薩摩焼の名を海外で高らしめたのは、日本が初めて国として公式に参加したパリ万博(慶応3年/1867年)でした。徳川幕府と薩摩藩、そして佐賀藩が参加しましたが、この中の薩摩藩は幕府とは別の独立したパビリオンを確保し、日本薩摩太守政府を名乗って参加しました。このことは欧州における幕府の信用を失墜させ、幕府と薩摩との関係を悪化させることになりました。この時に薩摩藩が出品したのが、本作のような鹿児島薩摩です。これらの作品がフランスをはじめとする欧州各国に大きな美術的衝撃を与え、ジャポニスムの潮流を引き起こす契機になったのは周知の通りです。
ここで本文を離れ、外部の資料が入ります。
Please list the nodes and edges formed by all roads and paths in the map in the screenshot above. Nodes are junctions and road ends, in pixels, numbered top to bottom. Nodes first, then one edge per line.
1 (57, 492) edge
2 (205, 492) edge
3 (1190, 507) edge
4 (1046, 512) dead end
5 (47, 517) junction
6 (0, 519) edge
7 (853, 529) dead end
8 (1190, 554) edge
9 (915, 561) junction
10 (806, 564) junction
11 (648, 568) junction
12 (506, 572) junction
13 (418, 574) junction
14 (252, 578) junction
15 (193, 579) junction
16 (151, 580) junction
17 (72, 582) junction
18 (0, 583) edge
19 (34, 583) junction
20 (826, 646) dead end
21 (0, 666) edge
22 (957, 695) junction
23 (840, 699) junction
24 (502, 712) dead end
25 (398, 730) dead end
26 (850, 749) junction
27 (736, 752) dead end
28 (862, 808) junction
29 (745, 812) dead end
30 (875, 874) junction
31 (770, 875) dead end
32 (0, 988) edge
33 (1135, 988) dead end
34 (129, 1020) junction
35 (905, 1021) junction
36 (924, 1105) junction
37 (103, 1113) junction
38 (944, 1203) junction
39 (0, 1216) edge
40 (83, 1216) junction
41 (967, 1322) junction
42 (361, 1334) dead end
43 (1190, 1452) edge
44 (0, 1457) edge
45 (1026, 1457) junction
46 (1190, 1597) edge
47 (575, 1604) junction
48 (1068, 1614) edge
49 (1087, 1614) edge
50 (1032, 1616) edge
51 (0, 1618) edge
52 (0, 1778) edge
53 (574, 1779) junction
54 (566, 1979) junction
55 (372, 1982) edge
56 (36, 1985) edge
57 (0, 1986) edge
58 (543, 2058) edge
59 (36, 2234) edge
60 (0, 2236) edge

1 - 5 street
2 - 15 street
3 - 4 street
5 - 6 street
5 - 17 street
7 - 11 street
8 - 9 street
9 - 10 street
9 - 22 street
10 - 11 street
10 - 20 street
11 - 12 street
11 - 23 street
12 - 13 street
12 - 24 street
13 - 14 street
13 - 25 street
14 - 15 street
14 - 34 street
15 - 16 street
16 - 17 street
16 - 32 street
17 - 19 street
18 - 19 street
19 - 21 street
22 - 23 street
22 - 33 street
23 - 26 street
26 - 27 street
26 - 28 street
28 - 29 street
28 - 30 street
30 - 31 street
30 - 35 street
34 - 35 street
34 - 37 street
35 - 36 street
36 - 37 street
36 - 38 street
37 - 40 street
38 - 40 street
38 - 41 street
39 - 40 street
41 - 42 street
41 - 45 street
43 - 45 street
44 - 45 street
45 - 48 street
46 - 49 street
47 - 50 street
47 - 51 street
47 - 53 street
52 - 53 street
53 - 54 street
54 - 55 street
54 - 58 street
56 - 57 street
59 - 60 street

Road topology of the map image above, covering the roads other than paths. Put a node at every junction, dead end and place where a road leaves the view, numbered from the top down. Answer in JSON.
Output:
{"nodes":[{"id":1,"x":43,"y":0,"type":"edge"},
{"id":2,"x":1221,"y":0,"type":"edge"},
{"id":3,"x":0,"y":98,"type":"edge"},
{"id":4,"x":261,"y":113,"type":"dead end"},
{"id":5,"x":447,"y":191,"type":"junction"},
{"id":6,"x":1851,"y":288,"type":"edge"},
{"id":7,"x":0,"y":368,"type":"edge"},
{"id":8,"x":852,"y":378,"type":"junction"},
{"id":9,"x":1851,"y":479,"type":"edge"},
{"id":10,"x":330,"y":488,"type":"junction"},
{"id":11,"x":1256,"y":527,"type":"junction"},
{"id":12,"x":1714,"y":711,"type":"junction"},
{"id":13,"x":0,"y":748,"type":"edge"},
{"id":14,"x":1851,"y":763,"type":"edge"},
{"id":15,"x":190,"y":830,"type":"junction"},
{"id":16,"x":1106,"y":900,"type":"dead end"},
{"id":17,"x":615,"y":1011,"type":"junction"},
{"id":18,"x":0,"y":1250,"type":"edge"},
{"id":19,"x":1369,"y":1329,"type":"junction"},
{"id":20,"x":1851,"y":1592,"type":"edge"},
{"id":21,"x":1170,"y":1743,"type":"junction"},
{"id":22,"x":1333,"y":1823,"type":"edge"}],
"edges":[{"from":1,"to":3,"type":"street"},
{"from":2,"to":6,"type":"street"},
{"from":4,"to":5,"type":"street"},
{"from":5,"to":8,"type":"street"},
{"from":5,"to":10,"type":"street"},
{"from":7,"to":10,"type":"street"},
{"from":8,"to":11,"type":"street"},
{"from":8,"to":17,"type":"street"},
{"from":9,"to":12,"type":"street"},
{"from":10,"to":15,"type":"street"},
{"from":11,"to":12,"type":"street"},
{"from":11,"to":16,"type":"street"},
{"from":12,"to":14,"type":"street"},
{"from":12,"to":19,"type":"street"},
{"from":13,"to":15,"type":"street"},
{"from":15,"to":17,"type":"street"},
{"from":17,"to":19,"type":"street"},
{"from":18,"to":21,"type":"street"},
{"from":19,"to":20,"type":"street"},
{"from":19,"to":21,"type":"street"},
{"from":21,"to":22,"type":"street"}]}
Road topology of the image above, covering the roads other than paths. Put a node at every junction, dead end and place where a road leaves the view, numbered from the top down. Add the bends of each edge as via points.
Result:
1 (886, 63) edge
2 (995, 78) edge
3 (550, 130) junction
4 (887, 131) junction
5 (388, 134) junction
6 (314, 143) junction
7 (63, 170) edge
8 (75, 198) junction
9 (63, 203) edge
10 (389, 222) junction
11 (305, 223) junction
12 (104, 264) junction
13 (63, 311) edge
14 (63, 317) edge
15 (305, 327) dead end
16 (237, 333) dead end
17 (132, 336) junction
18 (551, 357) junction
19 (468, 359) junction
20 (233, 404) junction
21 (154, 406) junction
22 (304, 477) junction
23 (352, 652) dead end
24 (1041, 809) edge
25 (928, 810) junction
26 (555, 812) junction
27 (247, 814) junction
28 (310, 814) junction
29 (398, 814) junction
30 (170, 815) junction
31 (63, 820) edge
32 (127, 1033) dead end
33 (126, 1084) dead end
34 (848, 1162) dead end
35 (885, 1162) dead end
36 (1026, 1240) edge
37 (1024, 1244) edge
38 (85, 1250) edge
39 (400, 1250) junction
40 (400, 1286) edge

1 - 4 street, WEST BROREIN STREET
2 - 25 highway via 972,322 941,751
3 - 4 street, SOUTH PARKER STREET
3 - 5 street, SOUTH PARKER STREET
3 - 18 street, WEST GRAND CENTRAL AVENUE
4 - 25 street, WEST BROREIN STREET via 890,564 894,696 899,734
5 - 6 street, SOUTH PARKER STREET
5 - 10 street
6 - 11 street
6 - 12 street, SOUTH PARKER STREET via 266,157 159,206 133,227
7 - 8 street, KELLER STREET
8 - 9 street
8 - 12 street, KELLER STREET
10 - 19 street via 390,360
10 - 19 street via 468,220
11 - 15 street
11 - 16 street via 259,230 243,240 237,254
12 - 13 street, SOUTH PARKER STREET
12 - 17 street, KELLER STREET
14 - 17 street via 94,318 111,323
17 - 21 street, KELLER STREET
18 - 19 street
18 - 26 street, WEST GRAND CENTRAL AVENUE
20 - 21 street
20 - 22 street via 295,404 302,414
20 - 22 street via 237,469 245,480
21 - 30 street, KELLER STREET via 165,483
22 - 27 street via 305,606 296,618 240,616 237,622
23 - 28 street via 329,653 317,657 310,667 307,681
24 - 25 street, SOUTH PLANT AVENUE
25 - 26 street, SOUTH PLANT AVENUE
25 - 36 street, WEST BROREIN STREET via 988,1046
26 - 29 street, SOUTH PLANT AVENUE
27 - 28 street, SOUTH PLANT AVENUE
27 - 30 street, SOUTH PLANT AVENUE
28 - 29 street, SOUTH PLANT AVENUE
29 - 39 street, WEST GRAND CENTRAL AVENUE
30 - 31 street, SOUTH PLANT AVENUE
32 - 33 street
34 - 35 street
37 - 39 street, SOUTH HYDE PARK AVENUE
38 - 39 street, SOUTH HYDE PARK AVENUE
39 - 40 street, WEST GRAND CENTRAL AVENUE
本作のような白薩摩には堅野系と苗代川系がありますが、銘のあるものが少なく、また、陶土や絵付けも似ているため、区別は容易ではないようです。しかし、本作は苗代川で制作されたものではないかと推測します。理由としては、沈寿官窯が保存している陽刻竹籠編牡丹図花瓶(添付写真参照)と本作の意匠が極めて似ているためです。この複雑な竹籠編みとよばれる陽刻文様は沈寿官窯が現在でも得意としている特殊な意匠です。竹籠編みの下の部分には、陽刻で大きな鶏が二羽、写実的に表現されています。更に、本作で特筆すべきは、その器形です。単なる竹籠形や竹筒形ではなく、その両方の形を一つの花瓶に取り入れている点です。中国の古い花瓶で同様の形を持つものが稀にありますが、本薩摩のみならず日本のやきものでこのような器形を持つものは初見です。
大きさは高さが41㎝、上部の開口部は幅20㎝です。
ワレ、カケ、ヒビなどの後天的な瑕疵はありません。金彩も綺麗に残されており、極めて良好な保存状態です。本作はローマで購入したものですが、イタリア美術省の審査を経て、輸出許可証を得るまでに3ケ月を要しました。